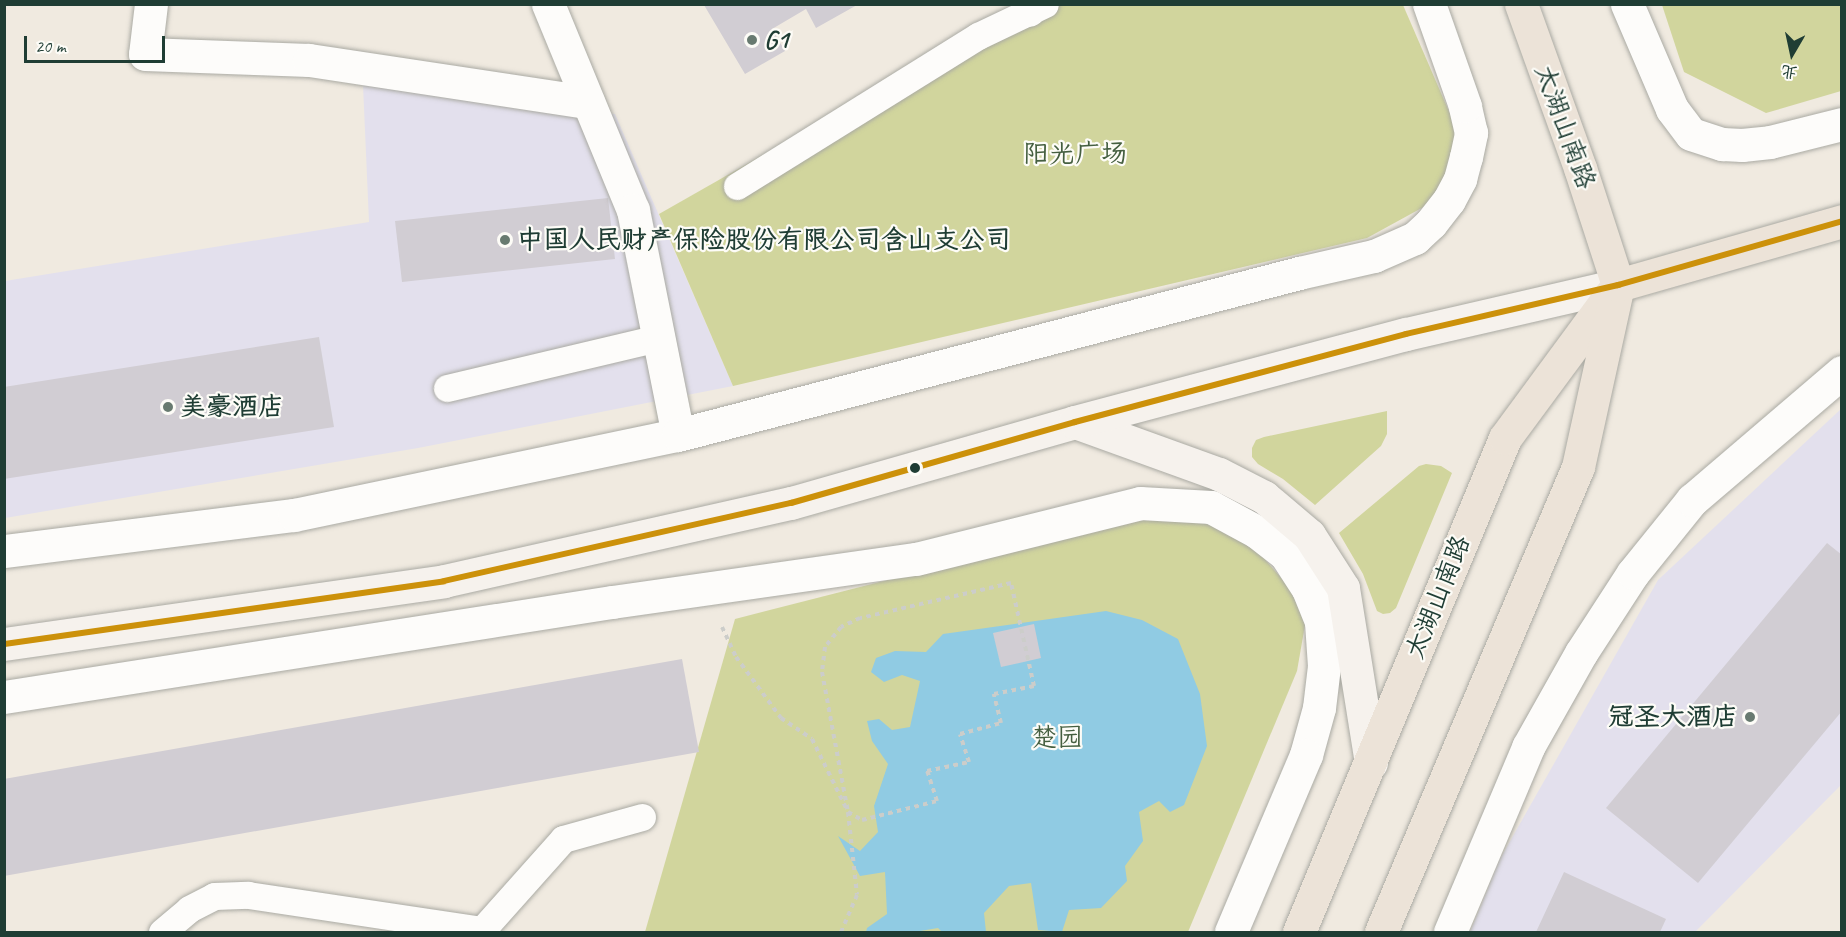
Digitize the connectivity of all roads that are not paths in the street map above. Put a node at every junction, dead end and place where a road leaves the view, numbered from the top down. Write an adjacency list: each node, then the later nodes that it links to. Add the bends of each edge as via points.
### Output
1 (151, 4): 7 (street, via 145,54 309,60)
2 (548, 4): 7 (street)
3 (1429, 4): 16 (street, via 1471,133 1455,189 1431,224 1415,238 1374,256)
4 (1521, 4): 11 (main road, 太湖山南路, via 1581,168)
5 (1627, 4): 8 (street, via 1672,109 1691,134 1722,144 1742,145)
6 (1034, 6): 9 (lane, via 978,36)
7 (588, 102): 12 (street, via 633,210)
8 (1842, 124)
9 (737, 186)
10 (1842, 221): 11 (main road)
11 (1618, 285): 15 (main road, via 1406,334); 20 (main road, 太湖山南路, via 1505,438); 25 (main road, 太湖山南路, via 1578,467)
12 (658, 338): 14 (lane); 16 (street)
13 (1842, 372): 26 (street, via 1692,500 1633,573 1581,653 1528,747)
14 (447, 388)
15 (1076, 422): 18 (main road, via 791,503 444,581); 20 (main road, via 1219,474 1264,497 1309,535 1343,588)
16 (678, 435): 17 (street, via 294,515)
17 (4, 551)
18 (4, 644)
19 (4, 697): 23 (street, via 916,559 1140,503 1210,507 1257,532 1286,555 1308,589 1322,622 1324,666 1319,708 1306,755)
20 (1371, 763): 24 (main road, 太湖山南路)
21 (642, 817): 22 (lane, via 563,839 482,930 248,896 214,896 189,909)
22 (162, 933)
23 (1230, 933)
24 (1299, 933)
25 (1381, 933)
26 (1450, 933)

+--

(WHAT IS NEEDED)
Print the listing exactly, images excluded.

(RESULT)
Digitize the connectivity of all roads that are not paths in the street map above. Put a node at every junction, dead end and place where a road leaves the view, numbered from the top down. Write an adjacency list: each node, then the later nodes that it links to. Add the bends of each edge as via points.
### Output
1 (151, 4): 7 (street, via 145,54 309,60)
2 (548, 4): 7 (street)
3 (1429, 4): 16 (street, via 1471,133 1455,189 1431,224 1415,238 1374,256)
4 (1521, 4): 11 (main road, 太湖山南路, via 1581,168)
5 (1627, 4): 8 (street, via 1672,109 1691,134 1722,144 1742,145)
6 (1034, 6): 9 (lane, via 978,36)
7 (588, 102): 12 (street, via 633,210)
8 (1842, 124)
9 (737, 186)
10 (1842, 221): 11 (main road)
11 (1618, 285): 15 (main road, via 1406,334); 20 (main road, 太湖山南路, via 1505,438); 25 (main road, 太湖山南路, via 1578,467)
12 (658, 338): 14 (lane); 16 (street)
13 (1842, 372): 26 (street, via 1692,500 1633,573 1581,653 1528,747)
14 (447, 388)
15 (1076, 422): 18 (main road, via 791,503 444,581); 20 (main road, via 1219,474 1264,497 1309,535 1343,588)
16 (678, 435): 17 (street, via 294,515)
17 (4, 551)
18 (4, 644)
19 (4, 697): 23 (street, via 916,559 1140,503 1210,507 1257,532 1286,555 1308,589 1322,622 1324,666 1319,708 1306,755)
20 (1371, 763): 24 (main road, 太湖山南路)
21 (642, 817): 22 (lane, via 563,839 482,930 248,896 214,896 189,909)
22 (162, 933)
23 (1230, 933)
24 (1299, 933)
25 (1381, 933)
26 (1450, 933)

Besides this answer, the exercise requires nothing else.